• **SOURCE MATERIAL**
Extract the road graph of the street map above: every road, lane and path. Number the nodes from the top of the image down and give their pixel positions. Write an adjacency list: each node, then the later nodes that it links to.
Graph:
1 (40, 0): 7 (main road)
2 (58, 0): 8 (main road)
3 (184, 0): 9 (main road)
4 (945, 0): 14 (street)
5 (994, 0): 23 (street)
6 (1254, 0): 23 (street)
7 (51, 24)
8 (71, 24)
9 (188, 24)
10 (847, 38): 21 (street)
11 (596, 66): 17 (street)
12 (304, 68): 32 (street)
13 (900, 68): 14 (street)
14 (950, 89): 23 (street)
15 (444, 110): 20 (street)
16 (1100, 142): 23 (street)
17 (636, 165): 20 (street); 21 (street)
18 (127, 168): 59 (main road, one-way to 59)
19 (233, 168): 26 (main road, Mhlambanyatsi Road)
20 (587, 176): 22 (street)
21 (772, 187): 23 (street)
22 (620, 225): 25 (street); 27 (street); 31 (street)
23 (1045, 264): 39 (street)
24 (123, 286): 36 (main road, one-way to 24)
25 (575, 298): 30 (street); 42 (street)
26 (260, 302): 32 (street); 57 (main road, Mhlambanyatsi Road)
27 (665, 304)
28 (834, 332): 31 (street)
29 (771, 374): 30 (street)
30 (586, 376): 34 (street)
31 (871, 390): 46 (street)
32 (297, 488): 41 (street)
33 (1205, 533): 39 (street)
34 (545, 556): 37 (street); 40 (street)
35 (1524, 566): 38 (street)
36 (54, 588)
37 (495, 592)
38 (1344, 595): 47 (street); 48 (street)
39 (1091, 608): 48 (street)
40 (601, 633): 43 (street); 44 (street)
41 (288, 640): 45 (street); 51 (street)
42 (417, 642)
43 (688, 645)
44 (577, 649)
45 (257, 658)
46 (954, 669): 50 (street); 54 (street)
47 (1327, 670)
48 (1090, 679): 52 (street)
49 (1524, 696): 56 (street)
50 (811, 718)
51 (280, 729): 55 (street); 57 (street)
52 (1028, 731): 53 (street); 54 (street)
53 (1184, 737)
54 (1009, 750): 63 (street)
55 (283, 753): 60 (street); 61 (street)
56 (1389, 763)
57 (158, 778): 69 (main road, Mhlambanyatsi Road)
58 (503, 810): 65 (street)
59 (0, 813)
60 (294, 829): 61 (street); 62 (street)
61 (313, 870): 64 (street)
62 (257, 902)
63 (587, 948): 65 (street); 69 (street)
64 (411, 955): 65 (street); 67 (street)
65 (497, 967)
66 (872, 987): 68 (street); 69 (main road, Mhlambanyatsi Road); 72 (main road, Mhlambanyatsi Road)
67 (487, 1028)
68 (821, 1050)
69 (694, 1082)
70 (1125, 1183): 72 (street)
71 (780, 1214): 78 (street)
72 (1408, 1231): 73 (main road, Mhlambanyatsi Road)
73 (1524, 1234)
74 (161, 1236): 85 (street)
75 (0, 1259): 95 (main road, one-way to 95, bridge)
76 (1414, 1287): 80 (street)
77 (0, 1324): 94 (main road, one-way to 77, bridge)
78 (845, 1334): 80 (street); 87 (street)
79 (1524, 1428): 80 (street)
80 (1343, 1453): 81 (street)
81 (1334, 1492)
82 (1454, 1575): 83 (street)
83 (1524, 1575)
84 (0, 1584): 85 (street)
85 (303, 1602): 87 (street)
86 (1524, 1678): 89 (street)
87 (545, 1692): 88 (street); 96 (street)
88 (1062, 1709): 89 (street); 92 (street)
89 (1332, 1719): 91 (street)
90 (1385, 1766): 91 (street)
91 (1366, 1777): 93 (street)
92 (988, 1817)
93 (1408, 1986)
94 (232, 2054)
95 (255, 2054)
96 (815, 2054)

--

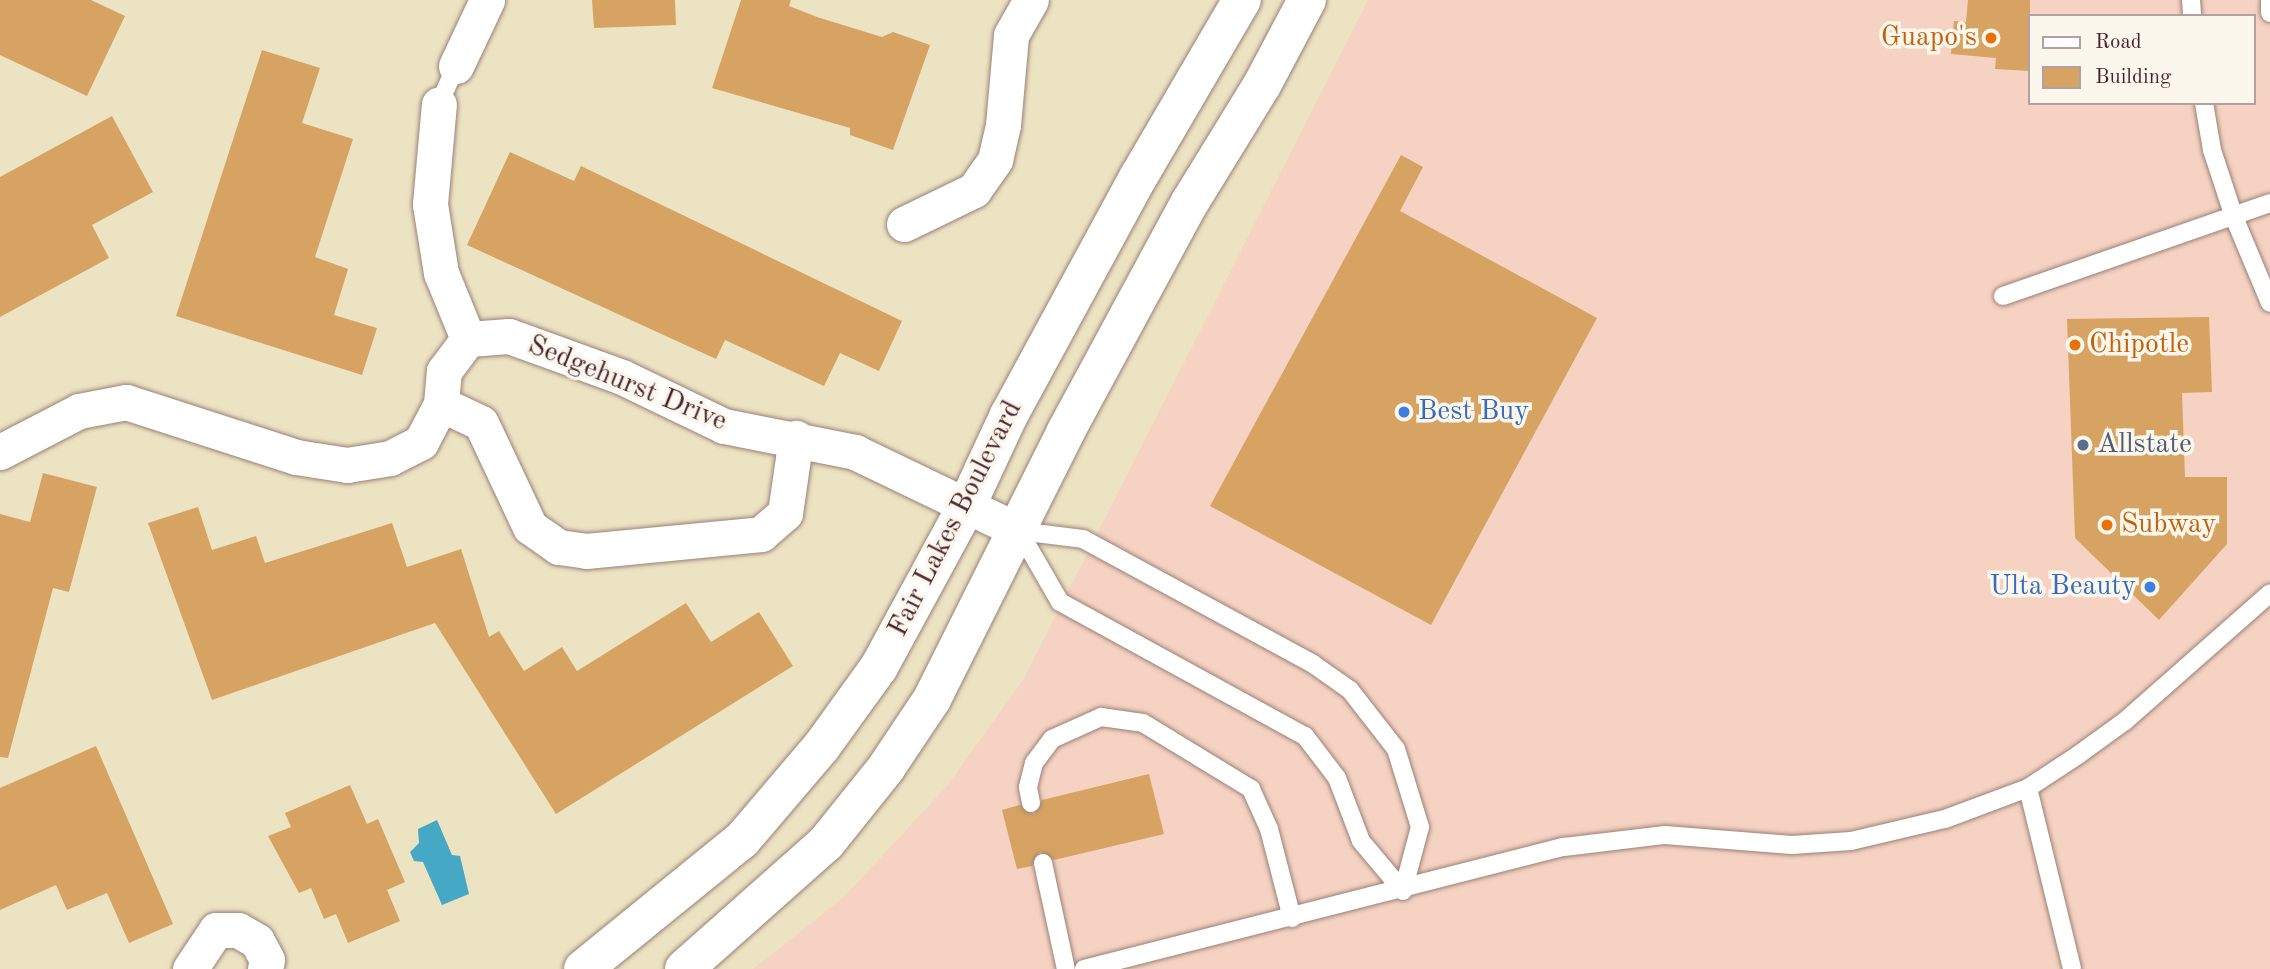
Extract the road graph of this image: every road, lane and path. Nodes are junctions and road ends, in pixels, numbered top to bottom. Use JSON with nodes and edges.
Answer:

• **TASK TO CARRY OUT**
Show, from the entries above, every line that includes the string "Extract".

• **ANSWER TO THIS EXERCISE**
Extract the road graph of the street map above: every road, lane and path. Number the nodes from the top of the image down and give their pixel positions. Write an adjacency list: each node, then the later nodes that it links to.
Extract the road graph of this image: every road, lane and path. Nodes are junctions and road ends, in pixels, numbered top to bottom. Use JSON with nodes and edges.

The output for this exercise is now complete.